Species of butterfly

Pithecops hylax, the forest Quaker, is a small butterfly found in India that belongs to the lycaenids or blues family.

==Description==
Male upperside: brown, in fresh specimens generally uniform, in some slightly paler along a posterior area from base outwards on the forewing. This is more commune in the female than in the male. Underside: milk white. Forewing: a few very obscure specks along the costa, and a postdiscal transverse series of four transversely elongate spots, or short broad lines, pale brown; the spots of the latter arranged two subcostal and two posterior close to the tornal angle; beyond these is a continuous transverse broad brown line that gets paler posteriorly, from costa to dorsum, followed by a subterminal series of similarly coloured transverse spots, one in each interspace; at the apex these are generally coalescent with the inner brown line; lastly an anteciliary dark brown line.
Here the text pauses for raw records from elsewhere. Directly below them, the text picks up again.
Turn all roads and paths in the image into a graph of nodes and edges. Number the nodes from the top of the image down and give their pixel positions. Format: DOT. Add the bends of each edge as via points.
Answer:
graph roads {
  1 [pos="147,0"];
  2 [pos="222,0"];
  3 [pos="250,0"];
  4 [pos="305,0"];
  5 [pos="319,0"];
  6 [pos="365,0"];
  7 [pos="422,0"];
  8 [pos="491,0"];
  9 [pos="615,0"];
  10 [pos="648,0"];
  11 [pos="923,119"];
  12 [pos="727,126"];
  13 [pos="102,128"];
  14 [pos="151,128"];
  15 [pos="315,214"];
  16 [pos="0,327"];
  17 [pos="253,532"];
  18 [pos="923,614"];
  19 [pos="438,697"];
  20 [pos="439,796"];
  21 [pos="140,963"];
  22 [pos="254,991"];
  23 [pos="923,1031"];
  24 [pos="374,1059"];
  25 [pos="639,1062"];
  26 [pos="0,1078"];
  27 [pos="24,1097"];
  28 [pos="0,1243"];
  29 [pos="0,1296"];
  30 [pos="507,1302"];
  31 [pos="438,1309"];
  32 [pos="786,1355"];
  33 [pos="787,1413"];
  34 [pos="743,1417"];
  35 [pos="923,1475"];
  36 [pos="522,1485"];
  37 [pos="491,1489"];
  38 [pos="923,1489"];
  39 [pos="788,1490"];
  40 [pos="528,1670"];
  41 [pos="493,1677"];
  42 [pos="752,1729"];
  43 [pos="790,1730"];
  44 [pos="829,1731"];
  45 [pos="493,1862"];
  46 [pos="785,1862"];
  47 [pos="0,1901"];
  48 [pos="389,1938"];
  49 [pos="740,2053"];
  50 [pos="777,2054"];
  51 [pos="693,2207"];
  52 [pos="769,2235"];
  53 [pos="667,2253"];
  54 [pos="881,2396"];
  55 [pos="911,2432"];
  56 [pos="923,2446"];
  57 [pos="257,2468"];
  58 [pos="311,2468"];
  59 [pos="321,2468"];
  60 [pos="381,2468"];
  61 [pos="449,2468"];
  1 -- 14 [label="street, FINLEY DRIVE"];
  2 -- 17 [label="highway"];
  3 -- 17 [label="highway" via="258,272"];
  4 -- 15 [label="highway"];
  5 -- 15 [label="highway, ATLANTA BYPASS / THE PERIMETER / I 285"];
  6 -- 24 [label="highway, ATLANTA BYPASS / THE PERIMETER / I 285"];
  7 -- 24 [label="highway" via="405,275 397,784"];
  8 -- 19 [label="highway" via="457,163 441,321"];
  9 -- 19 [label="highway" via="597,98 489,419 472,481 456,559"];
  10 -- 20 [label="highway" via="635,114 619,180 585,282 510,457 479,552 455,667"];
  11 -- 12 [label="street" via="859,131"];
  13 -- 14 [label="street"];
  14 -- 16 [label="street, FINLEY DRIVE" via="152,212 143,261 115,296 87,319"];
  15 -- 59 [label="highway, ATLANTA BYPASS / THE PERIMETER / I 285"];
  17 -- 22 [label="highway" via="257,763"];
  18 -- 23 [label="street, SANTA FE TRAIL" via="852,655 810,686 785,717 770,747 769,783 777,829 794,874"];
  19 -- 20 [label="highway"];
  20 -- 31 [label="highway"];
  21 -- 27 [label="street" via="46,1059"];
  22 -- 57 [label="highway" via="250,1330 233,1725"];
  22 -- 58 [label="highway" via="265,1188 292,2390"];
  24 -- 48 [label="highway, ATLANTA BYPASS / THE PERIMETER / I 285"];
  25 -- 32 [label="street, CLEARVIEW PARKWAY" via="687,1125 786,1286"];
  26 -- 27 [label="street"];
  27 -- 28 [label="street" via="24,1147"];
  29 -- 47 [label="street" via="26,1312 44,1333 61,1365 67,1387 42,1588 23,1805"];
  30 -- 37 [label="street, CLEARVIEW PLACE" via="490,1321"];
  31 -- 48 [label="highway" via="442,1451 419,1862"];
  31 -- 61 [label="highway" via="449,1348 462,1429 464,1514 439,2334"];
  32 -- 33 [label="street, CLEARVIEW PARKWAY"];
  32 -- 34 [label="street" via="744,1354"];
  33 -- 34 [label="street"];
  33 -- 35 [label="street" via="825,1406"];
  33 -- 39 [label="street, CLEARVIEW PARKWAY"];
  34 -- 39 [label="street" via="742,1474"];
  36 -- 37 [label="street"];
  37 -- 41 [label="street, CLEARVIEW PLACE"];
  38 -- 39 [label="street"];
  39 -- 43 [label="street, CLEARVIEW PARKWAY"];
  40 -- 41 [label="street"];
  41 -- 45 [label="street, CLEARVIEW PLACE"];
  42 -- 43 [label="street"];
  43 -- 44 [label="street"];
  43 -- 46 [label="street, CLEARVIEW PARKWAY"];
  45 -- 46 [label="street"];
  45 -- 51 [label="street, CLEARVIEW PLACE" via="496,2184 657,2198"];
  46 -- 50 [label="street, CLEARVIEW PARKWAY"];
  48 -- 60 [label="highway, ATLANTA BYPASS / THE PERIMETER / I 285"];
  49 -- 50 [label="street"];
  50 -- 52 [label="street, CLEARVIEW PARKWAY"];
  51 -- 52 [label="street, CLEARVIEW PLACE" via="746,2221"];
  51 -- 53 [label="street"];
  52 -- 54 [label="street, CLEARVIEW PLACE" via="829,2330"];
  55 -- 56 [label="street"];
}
Cilia dark brown. Hindwing: a curved postdiscal series of transverse pale brown spots that terminate at the costa in a prominent large round black spot; a continuous broad pale brown curved line followed by a subterminal dark brown series of spots and an anteciliary line as on the forewing. Cilia white. Antennae, head, thorax and abdomen brown; the antennae spotted with white on the inner side: beneath: the palpi, thorax and abdomen white.